Kennedy graduated from C. K. McClatchy High School in 1954. He was an undergraduate student at Stanford University from 1954-58, graduating with a B.A. in Political Science, after spending his senior year at the London School of Economics.[3] He earned an LL.B from Harvard Law School in 1961.

Kennedy was in private practice in San Francisco, California, from 1961–1963, then took over his father's practice in Sacramento, California, from 1963–1975 following his father's death.[2] From 1965 to 1988, he was a Professor of Constitutional Law at the McGeorge School of Law, University of the Pacific[3] and currently continues teaching law students (including legal seminars during McGeorge's European summer sessions in Salzburg, Austria). He remains Pacific McGeorge's longest-serving active faculty member.

During Kennedy's time as a California legal professor and attorney, he assisted then-California Governor Ronald Reagan with drafting a state tax proposal.[2]

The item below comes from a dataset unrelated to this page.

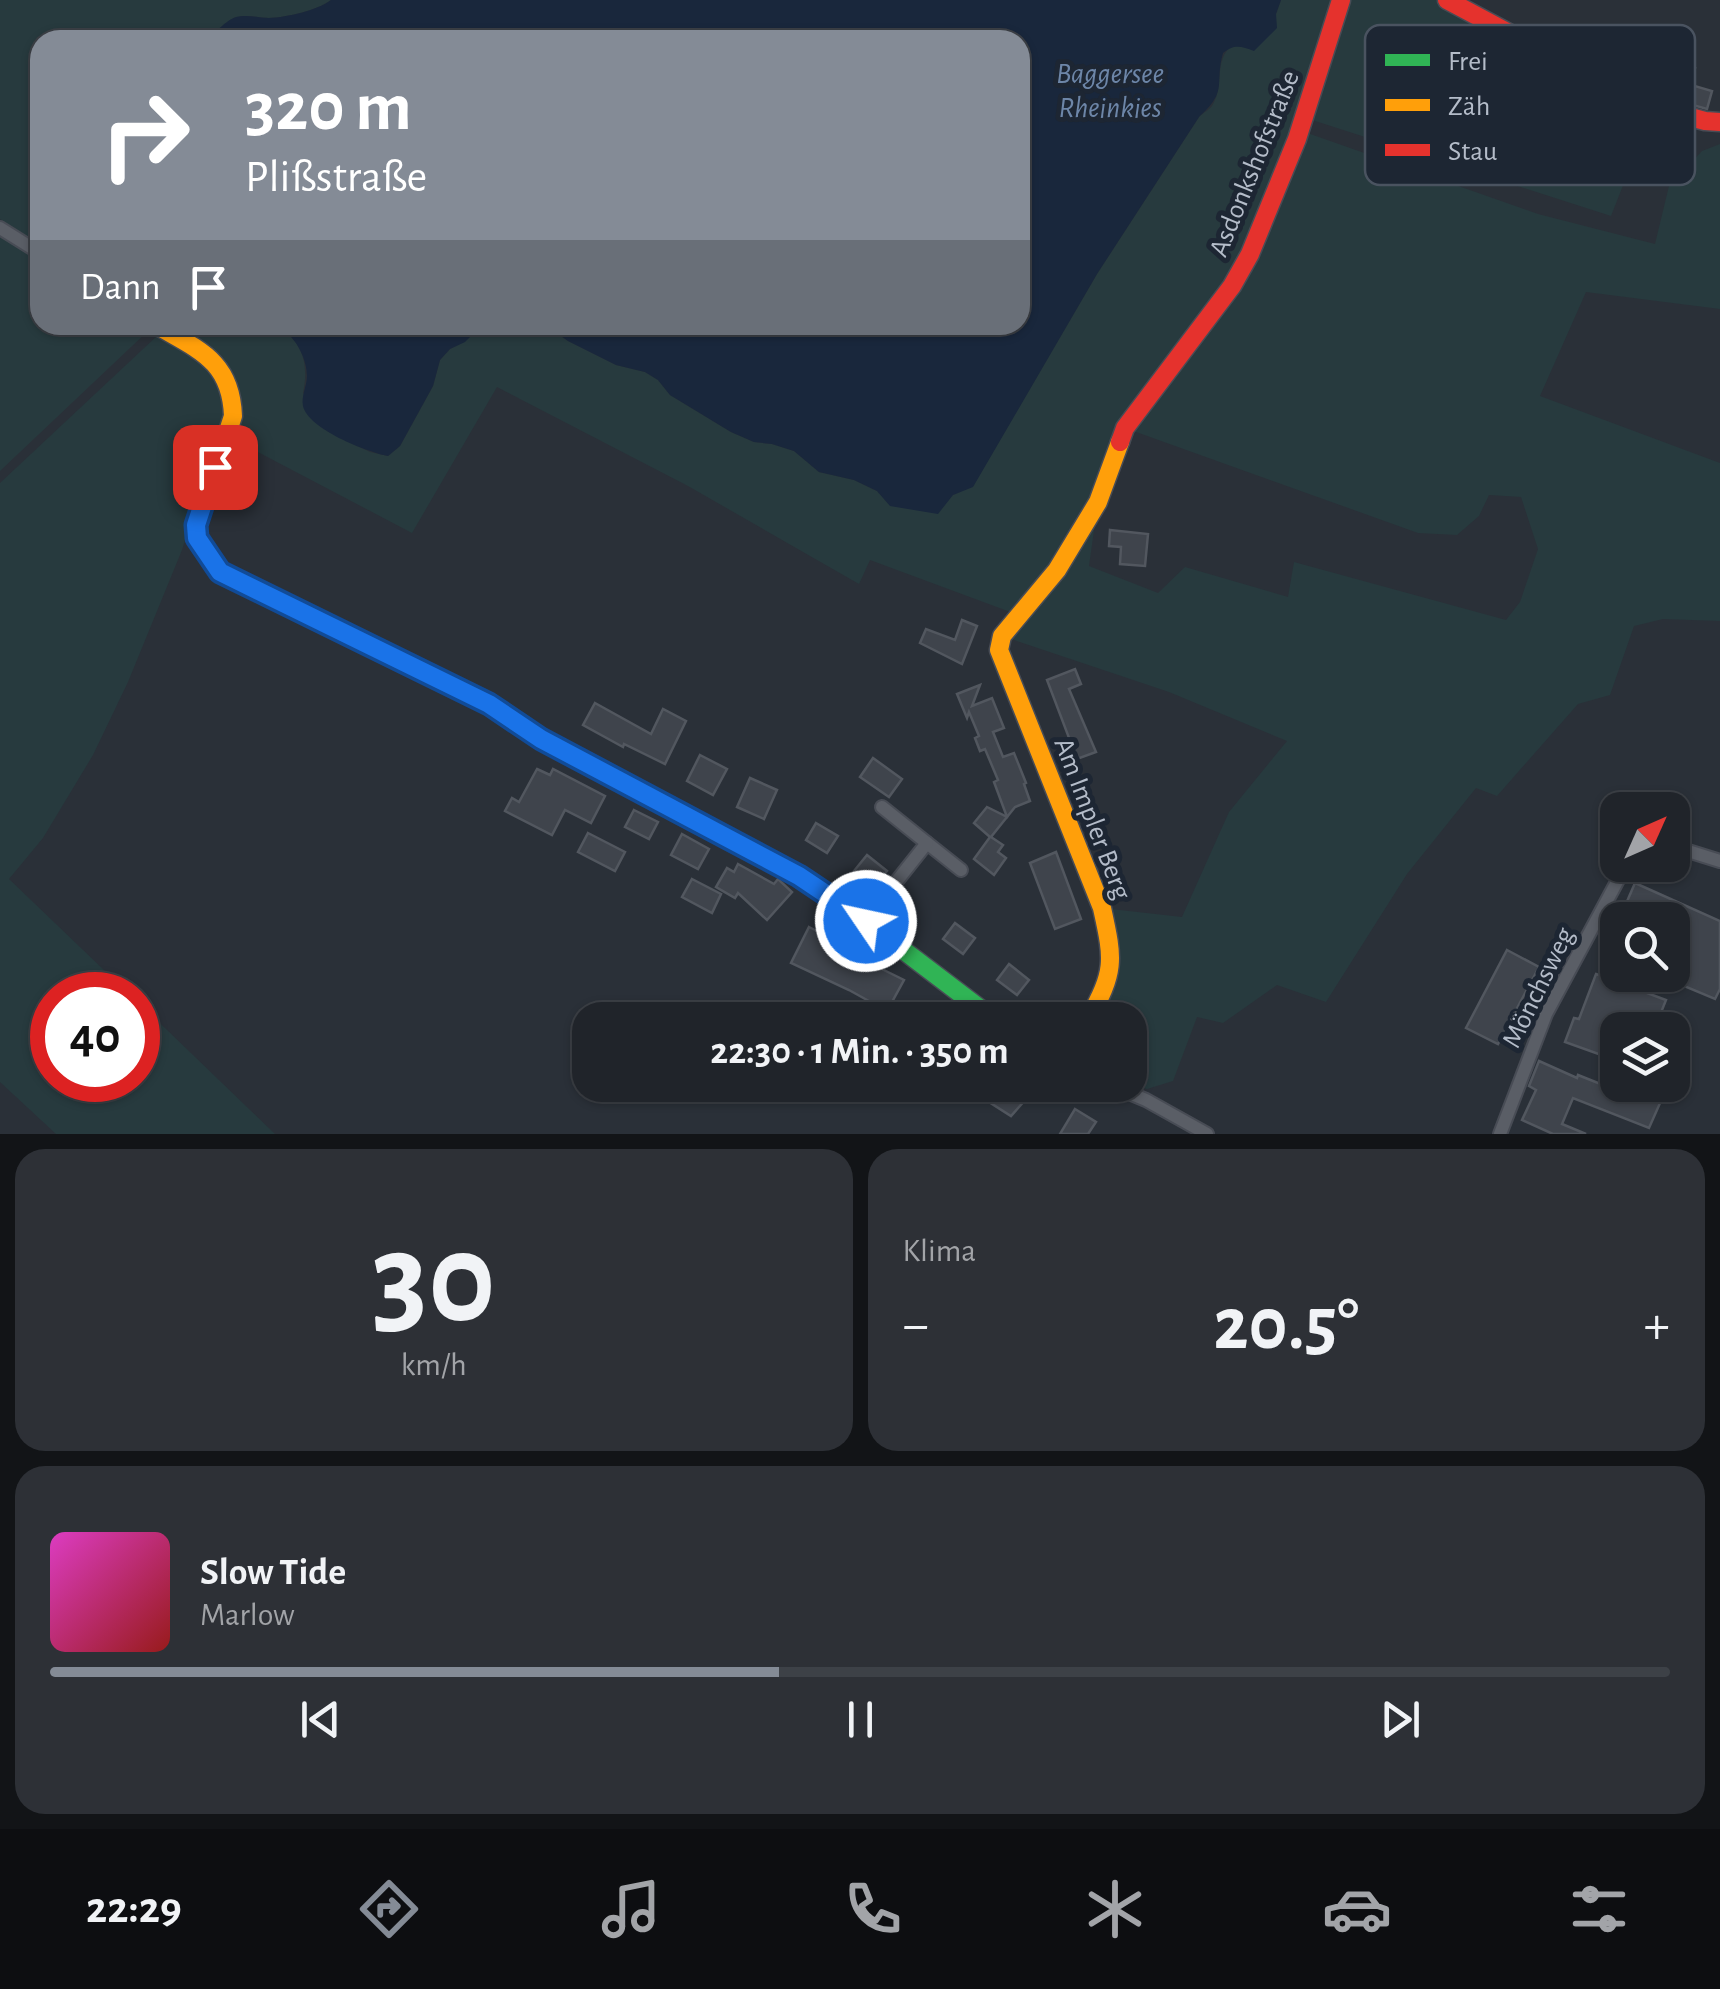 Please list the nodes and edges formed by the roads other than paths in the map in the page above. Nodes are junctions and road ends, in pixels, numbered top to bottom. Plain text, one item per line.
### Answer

Kennedy has served in numerous positions during his career, including the California Army National Guard in 1961 and the board of the Federal Judicial Center from 1987-1988. He also served on two committees of the Judicial Conference of the United States: the Advisory Panel on Financial Disclosure Reports and Judicial Activities (subsequently renamed the Advisory Committee on Codes of Conduct) from 1979-1987, and the Committee on Pacific Territories from 1979-1990, which he chaired from 1982–1990. He was appointed to the United States Court of Appeals for the Ninth Circuit by President Gerald Ford in 1975, upon the recommendation of Reagan.[2]

Appointment

Kennedy was nominated to the Supreme Court after Reagan's failed attempts at placing Robert Bork and Douglas Ginsburg there.[4][5]

While vetting Kennedy for potential nomination, some of Reagan's Justice Department lawyers said Kennedy was too eager to put courts in such disputes that many conservatives would rather leave to legislatures, and to identify rights not expressly written in the Constitution.[6] Kennedy's stance in favor of privacy rights drew criticism; Kennedy cited Roe v. Wade and other privacy right cases favorably, which one lawyer called "really very distressing."[7]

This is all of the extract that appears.